I am trying to scrap the house type, EPC rating from the website.

but i noticed that after inspecting the html, house type e.g "freehold" , Epc rating e.g "D" all have the same Class name, and CSS selector

from selenium.webdriver.common.by import By
from selenium.webdriver.support.ui import WebDriverWait
from selenium.webdriver.support import expected_conditions as EC
from selenium import webdriver
import pandas as pd  # Ensure you import pandas
import time

# Initialize WebDriver
driver = webdriver.Chrome()

# Open URL
url = "https://www.zoopla.co.uk/house-prices/england/?new_homes=include&q=england+&orig_q=united+kingdom&view_type=list&pn=1"
driver.get(url)

# Wait for the main content to load (adjust time as needed)
WebDriverWait(driver, 10).until(
    EC.presence_of_element_located((By.CLASS_NAME, "_17smgnt0"))
)

# Initialize result list to store data
result = []

# Find all house elements
houses = driver.find_elements(By.CLASS_NAME, "_1hzil3o0")

# Extract and print addresses
for house in houses:
    try:
        item = {
            "address": house.find_element(By.XPATH, './/a/h2').text,
            "DateLast_sold": house.find_element(By.CSS_SELECTOR, "._1hzil3o9._1hzil3o8._194zg6t7").text,
            "Number of Rooms": house.find_element(By.CLASS_NAME, "_1pbf8i53").text,
            "EPC Rating": house.find_element(By.CLASS_NAME, "_14bi3x30").text
            
            
        }

        result.append(item)  # Append to the result list
    except Exception as e:
        print(f"Error extracting address or date: {e}")

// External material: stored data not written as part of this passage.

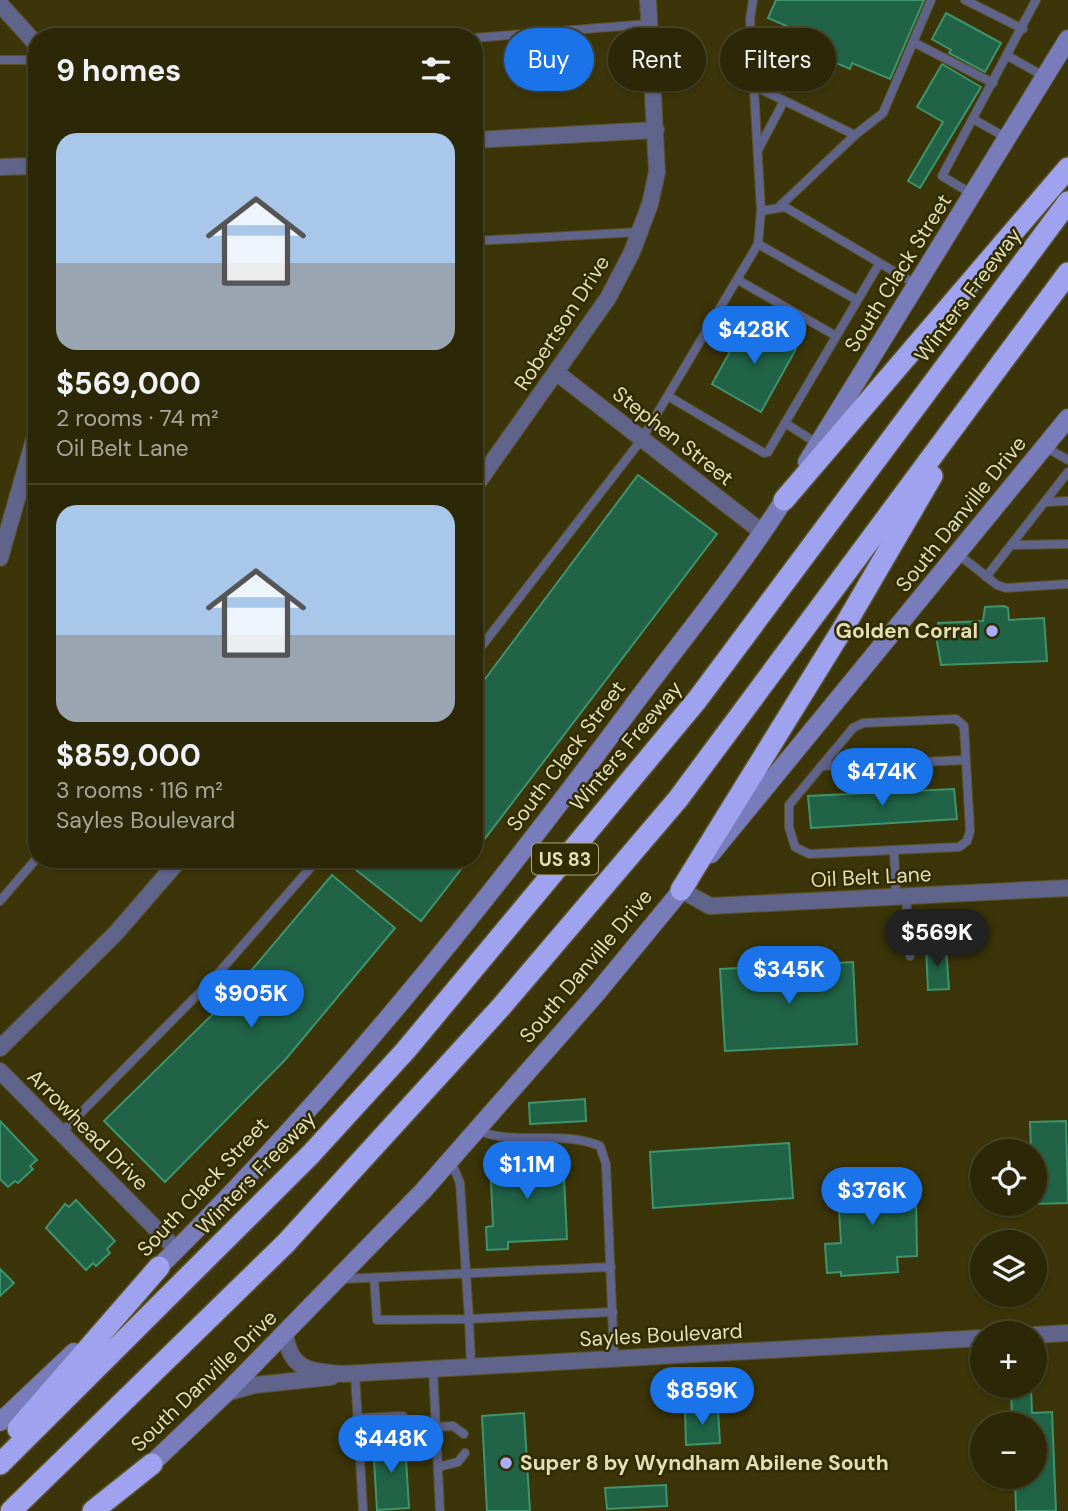 <!DOCTYPE html>
<html lang="en">
<head>
<meta charset="utf-8">
<style>
	body { margin:0; font-family:"DM Sans",sans-serif; background:#343011; color:#f1f3f6; height:100vh; display:flex; flex-direction:column; font-size:26px; white-space:nowrap }
	* { box-sizing:border-box; margin:0 }
	p { font-size:23px; color:#a6a69b }
	.icon { flex:none; width:38px; height:38px; fill:none; stroke:currentColor; stroke-width:2; stroke-linecap:round; stroke-linejoin:round }
	.map { position:relative; flex:1; overflow:hidden }
	.panel { position:absolute; left:28px; top:28px; width:455px; height:840px; display:flex; flex-direction:column; background:#2c2807; border-radius:28px; box-shadow:0 2px 5px #0004,0 0 0 2px #484428 }
	.panel>* { flex:none }
	.guide { position:absolute; left:504px; top:28px; width:458px; height:63px; display:flex; gap:14px }
	.buttons { position:absolute; left:970px; top:1139px; display:grid; gap:14px }
	.buttons a { display:grid; place-items:center; width:77px; height:77px; border-radius:50%; background:#2c2807; box-shadow:0 2px 5px #0004,0 0 0 2px #484428; font-size:35px }
	.price { position:absolute; translate:-50% -60px; padding:0 16px; border-radius:24px; background:#1a73e8; color:#fff; font-size:23px; line-height:46px; filter:drop-shadow(0 2px 4px #0008) }
	.price::after { content:''; position:absolute; left:50%; top:42px; width:21px; height:16px; margin-left:-10px; background:inherit; clip-path:polygon(0 0,100% 0,50% 100%) }
	.price.active { background:#222; color:#fff }
	ul { padding:0; list-style:none }
	li { display:grid; align-content:center; gap:14px; height:371px; padding:0 28px }
	li+li { border-top:2px solid #484428 }
	li span { display:grid; place-items:center; height:217px; border-radius:21px; color:#555 }
	li>.icon { margin-inline-start:auto }
	span .icon { width:126px; height:126px; fill:#fffc; stroke-width:1 }
	li b { font-size:30px }
	h2 { display:flex; justify-content:space-between; align-items:center; height:84px; padding:0 28px; font-size:30px }
	.pill { padding:0 24px; border-radius:32px; background:#2c2807; box-shadow:0 2px 5px #0004,0 0 0 2px #484428; font-size:24px; line-height:63px }
	.pill.active { background:#1a73e8; color:#fff }
	.map>svg:first-child { display:block }
	.building { fill:#206346; stroke:#3f936d; stroke-width:2 }
	.lines { fill:none; stroke-linecap:round; stroke-linejoin:round }
	.lane-casing { stroke:#595328; stroke-width:10 }
	.street-casing { stroke:#595328; stroke-width:18 }
	.secondary-casing { stroke:#595328; stroke-width:20 }
	.highway-casing { stroke:#595328; stroke-width:24 }
	.lane { stroke:#60638a; stroke-width:8 }
	.street { stroke:#60638a; stroke-width:16 }
	.secondary { stroke:#797cba; stroke-width:18 }
	.highway { stroke:#9fa2ef; stroke-width:21 }
	.poi-dot { fill:#abaffb; stroke:#312b00; stroke-width:2.5 }
	.labels { text-anchor:middle; dominant-baseline:central; stroke-width:5; stroke-linejoin:round; paint-order:stroke }
	.shield { fill:#312b00; stroke:#ada880; stroke-width:2 }
	.shield-label { font-size:19px; font-weight:bold; fill:#e2deb7 }
	.street-label { font-size:21px; fill:#e2deb7; stroke:#312b00 }
	.poi-label { font-size:21px; font-weight:bold; fill:#e2deb7; stroke:#312b00; text-anchor:end }
</style>
</head>
<body>
<div class="map">
<svg width="1068" height="1511" viewBox="0 0 1068 1511">
	<rect width="100%" height="100%" fill="#3b3509"/>
	<g class="building">
		<path d="M 776,0 L 924,0 L 890,79 L 852,63 L 850,69 L 815,54 L 819,44 L 813,41 L 814,38 L 768,18 Z"/>
		<path d="M 946,13 L 1001,43 L 985,72 L 949,53 L 951,50 L 932,39 Z"/>
		<path d="M 942,64 L 981,87 L 920,188 L 908,181 L 943,122 L 917,107 Z"/>
		<path d="M 747,321 L 796,349 L 761,412 L 712,384 Z"/>
		<path d="M 638,475 L 717,534 L 474,853 L 474,684 L 479,687 Z"/>
		<path d="M 1004,606 L 1008,608 L 1009,620 L 1044,618 L 1047,661 L 941,665 L 936,636 L 939,636 L 938,623 L 983,621 L 985,607 Z"/>
		<path d="M 954,789 L 957,819 L 811,828 L 808,796 Z"/>
		<path d="M 342,859 L 469,859 L 421,921 Z"/>
		<path d="M 332,875 L 395,928 L 285,1060 L 165,1182 L 104,1121 L 222,1005 Z"/>
		<path d="M 946,947 L 949,989 L 928,990 L 926,948 Z"/>
		<path d="M 853,962 L 857,1044 L 725,1051 L 720,969 Z"/>
		<path d="M 585,1099 L 586,1121 L 530,1124 L 529,1103 Z"/>
		<path d="M 0,1121 L 37,1160 L 30,1166 L 33,1169 L 18,1183 L 15,1181 L 8,1187 L 0,1179 Z"/>
		<path d="M 1066,1121 L 1068,1203 L 1034,1204 L 1034,1152 L 1031,1152 L 1030,1122 Z"/>
		<path d="M 789,1143 L 793,1198 L 653,1208 L 650,1152 Z"/>
		<path d="M 563,1156 L 567,1239 L 508,1242 L 508,1249 L 487,1250 L 486,1227 L 493,1226 L 490,1159 Z"/>
		<path d="M 891,1174 L 893,1199 L 916,1198 L 917,1256 L 897,1257 L 898,1272 L 841,1276 L 841,1272 L 827,1273 L 825,1244 L 841,1243 L 837,1177 Z"/>
		<path d="M 76,1200 L 115,1241 L 107,1249 L 110,1253 L 96,1266 L 93,1263 L 86,1270 L 46,1228 L 65,1204 L 69,1207 Z"/>
		<path d="M 0,1269 L 14,1283 L 0,1296 Z"/>
		<path d="M 1011,1386 L 1031,1386 L 1032,1413 L 1052,1412 L 1056,1511 L 1016,1511 L 1015,1477 L 1034,1477 L 1034,1424 L 1012,1424 Z"/>
		<path d="M 718,1409 L 720,1443 L 686,1445 L 685,1410 Z"/>
		<path d="M 524,1413 L 530,1511 L 487,1511 L 482,1416 Z"/>
		<path d="M 405,1441 L 409,1508 L 377,1510 L 373,1443 Z"/>
		<path d="M 666,1485 L 667,1506 L 607,1509 L 605,1488 Z"/>
	</g>
	<g class="lines">
		<defs>
			<g id="lane">
				<path d="M 965,0 L 1023,29"/>
				<path d="M 474,38 L 648,24"/>
				<path d="M 913,42 L 993,83"/>
				<path d="M 1008,56 L 1045,77"/>
				<path d="M 0,60 L 37,60"/>
				<path d="M 754,86 L 855,135"/>
				<path d="M 973,119 L 1007,138"/>
				<path d="M 758,150 L 784,101"/>
				<path d="M 972,194 L 942,176 L 1036,0"/>
				<path d="M 780,206 L 855,135 L 883,113 L 931,0"/>
				<path d="M 761,211 L 785,207 L 917,285"/>
				<path d="M 474,241 L 639,232"/>
				<path d="M 758,244 L 857,300"/>
				<path d="M 738,280 L 836,336"/>
				<path d="M 668,396 L 764,453 L 768,452 L 785,423 L 818,444"/>
				<path d="M 785,423 L 879,264"/>
				<path d="M 1045,447 L 1068,460"/>
				<path d="M 1047,502 L 1068,501"/>
				<path d="M 1013,545 L 1068,544"/>
				<path d="M 958,554 L 997,585 L 1006,588 L 1068,584"/>
				<path d="M 986,577 L 1068,472"/>
				<path d="M 474,656 L 642,439 L 758,244 L 761,211 L 750,19 L 753,0"/>
				<path d="M 821,766 L 966,760"/>
				<path d="M 894,850 L 809,854 L 795,847 L 789,827 L 789,805 L 853,728 L 863,723 L 956,719 L 964,726 L 970,831 L 967,841 L 959,847 L 894,850 L 896,896"/>
				<path d="M 906,896 L 910,956"/>
				<path d="M 0,901 L 37,858"/>
				<path d="M 477,1130 C 517,1147 560,1129 600,1146 L 606,1164 L 614,1358"/>
				<path d="M 62,1132 L 215,977 L 318,859"/>
				<path d="M 374,1278 L 377,1320 L 469,1319 L 460,1183 L 451,1161"/>
				<path d="M 341,1279 L 611,1267"/>
				<path d="M 471,1367 L 469,1319 L 613,1312"/>
				<path d="M 433,1369 L 440,1511"/>
				<path d="M 355,1373 L 363,1511"/>
				<path d="M 357,1418 L 403,1416"/>
				<path d="M 436,1427 L 453,1426 L 464,1434"/>
				<path d="M 438,1467 L 458,1462 L 465,1453"/>
			</g>
			<g id="street">
				<path d="M 0,4 L 37,45"/>
				<path d="M 474,140 L 656,130"/>
				<path d="M 0,167 L 37,166"/>
				<path d="M 557,373 L 762,532"/>
				<path d="M 474,488 L 608,298 L 632,252 L 650,204 L 657,172 L 648,0"/>
				<path d="M 0,558 L 37,429"/>
				<path d="M 681,890 L 710,906 L 1068,888"/>
				<path d="M 0,1048 L 116,933 L 180,859"/>
				<path d="M 0,1071 L 176,1249"/>
				<path d="M 285,1333 C 290,1371 310,1371 343,1374 L 982,1338"/>
				<path d="M 1034,1335 L 1068,1333"/>
				<path d="M 226,1393 L 255,1385 L 331,1377"/>
			</g>
			<g id="secondary">
				<path d="M 807,462 L 1068,39"/>
				<path d="M 711,854 L 1068,418"/>
				<path d="M 151,1275 C 327,1102 482,909 629,711 C 683,638 743,566 791,489"/>
				<path d="M 0,1422 L 74,1352"/>
				<path d="M 143,1472 L 226,1393 L 423,1191 L 596,994 L 689,881"/>
			</g>
			<g id="highway">
				<path d="M 784,500 L 1068,168"/>
				<path d="M 681,890 L 845,625 L 932,476"/>
				<path d="M 18,1429 L 159,1267"/>
				<path d="M 0,1464 L 311,1154 L 406,1050 L 697,700 L 1068,202"/>
				<path d="M 11,1511 L 286,1243 L 501,1007 L 678,799 L 1068,273"/>
				<path d="M 93,1511 L 152,1464"/>
			</g>
		</defs>
		<use href="#lane" class="lane-casing"/>
		<use href="#street" class="street-casing"/>
		<use href="#secondary" class="secondary-casing"/>
		<use href="#highway" class="highway-casing"/>
		<use href="#lane" class="lane"/>
		<use href="#street" class="street"/>
		<use href="#secondary" class="secondary"/>
		<use href="#highway" class="highway"/>
	</g>
	<g class="poi-dot">
		<circle cx="992" cy="631" r="7"/>
		<circle cx="506" cy="1463" r="7"/>
	</g>
	<g class="labels">
		<rect class="shield" x="532" y="843.5" width="66" height="31" rx="5"/>
		<g class="shield-label">
			<text x="565" y="859">US 83</text>
		</g>
		<g class="street-label">
			<text transform="translate(898 273) rotate(-58)">South Clack Street</text>
			<text transform="translate(968 295) rotate(-53)">Winters Freeway</text>
			<text transform="translate(562 323) rotate(-57)">Robertson Drive</text>
			<text transform="translate(673 436) rotate(38)">Stephen Street</text>
			<text transform="translate(961 514) rotate(-51)">South Danville Drive</text>
			<text transform="translate(626 746) rotate(-50)">Winters Freeway</text>
			<text transform="translate(566 756) rotate(-53)">South Clack Street</text>
			<text transform="translate(871 877) rotate(-3)">Oil Belt Lane</text>
			<text transform="translate(586 966) rotate(-50)">South Danville Drive</text>
			<text transform="translate(88 1130) rotate(45)">Arrowhead Drive</text>
			<text transform="translate(256 1173) rotate(-46)">Winters Freeway</text>
			<text transform="translate(203 1187) rotate(-47)">South Clack Street</text>
			<text transform="translate(661 1335) rotate(-3)">Sayles Boulevard</text>
			<text transform="translate(204 1381) rotate(-44)">South Danville Drive</text>
		</g>
		<g class="poi-label">
			<text x="978" y="631">Golden Corral</text>
			<text x="520" y="1463" text-anchor="start">Super 8 by Wyndham Abilene South</text>
		</g>
	</g>
</svg>
<div class="buttons">
<a><svg class="icon" aria-label="locate" viewBox="0 0 24 24"><circle cx="12" cy="12" r="6"/><path d="M12 2v4M12 18v4M2 12h4M18 12h4"/></svg></a>
<a><svg class="icon" aria-label="layers" viewBox="0 0 24 24"><path d="M12 4l9 5-9 5-9-5zM3 14l9 5 9-5"/></svg></a>
<a>+</a>
<a>−</a>
</div>
<b class="price" style="left:754px;top:366px">$428K</b>
<b class="price" style="left:882px;top:808px">$474K</b>
<b class="price active" style="left:937px;top:969px">$569K</b>
<b class="price" style="left:789px;top:1006px">$345K</b>
<b class="price" style="left:251px;top:1030px">$905K</b>
<b class="price" style="left:527px;top:1201px">$1.1M</b>
<b class="price" style="left:872px;top:1227px">$376K</b>
<b class="price" style="left:702px;top:1427px">$859K</b>
<b class="price" style="left:391px;top:1475px">$448K</b>
<div class="guide">
<a class="pill active">Buy</a>
<a class="pill">Rent</a>
<a class="pill">Filters</a>
</div>
<section class="panel">
<h2>9 homes<svg class="icon" aria-label="filters" viewBox="0 0 24 24"><path d="M4 7h16M4 17h16"/><circle cx="9" cy="7" r="2"/><circle cx="15" cy="17" r="2"/></svg></h2>
<ul>
<li><span style="background:linear-gradient(#a9c7e8 60%,#9aa5b1 0)"><svg class="icon" aria-label="home" viewBox="0 0 24 24"><path d="M3 11l9-7 9 7M6 9v11h12V9"/></svg></span><div><b>$569,000</b><p>2 rooms · 74 m²</p><p>Oil Belt Lane</p></div></li>
<li><span style="background:linear-gradient(#a9c7e8 60%,#9aa5b1 0)"><svg class="icon" aria-label="home" viewBox="0 0 24 24"><path d="M3 11l9-7 9 7M6 9v11h12V9"/></svg></span><div><b>$859,000</b><p>3 rooms · 116 m²</p><p>Sayles Boulevard</p></div></li>
</ul>
</section>
</div>
</body>
</html>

# Store the result into a dataframe after the loop
df = pd.DataFrame(result)

# Show the result
print(df)

# Close the driver
driver.quit()

here is a picture of the html file, how can i extract the freehold and EPC rating to show the right information. enter image description here


Solution

  • They all have the same classes because they are all styled the same. That's why they all look the same on the page. I looked through the HTML as well and I don't see anything that indicates what is what. I would grab the list of button styled info and loop through it looking for known info. Seems like the first one is always the style. The second is generally the sqm which you can identify by checking if the string contains "sqm". The final one is EPC rating which you can identify by checking if the string contains "EPC rating". That should get you what you need.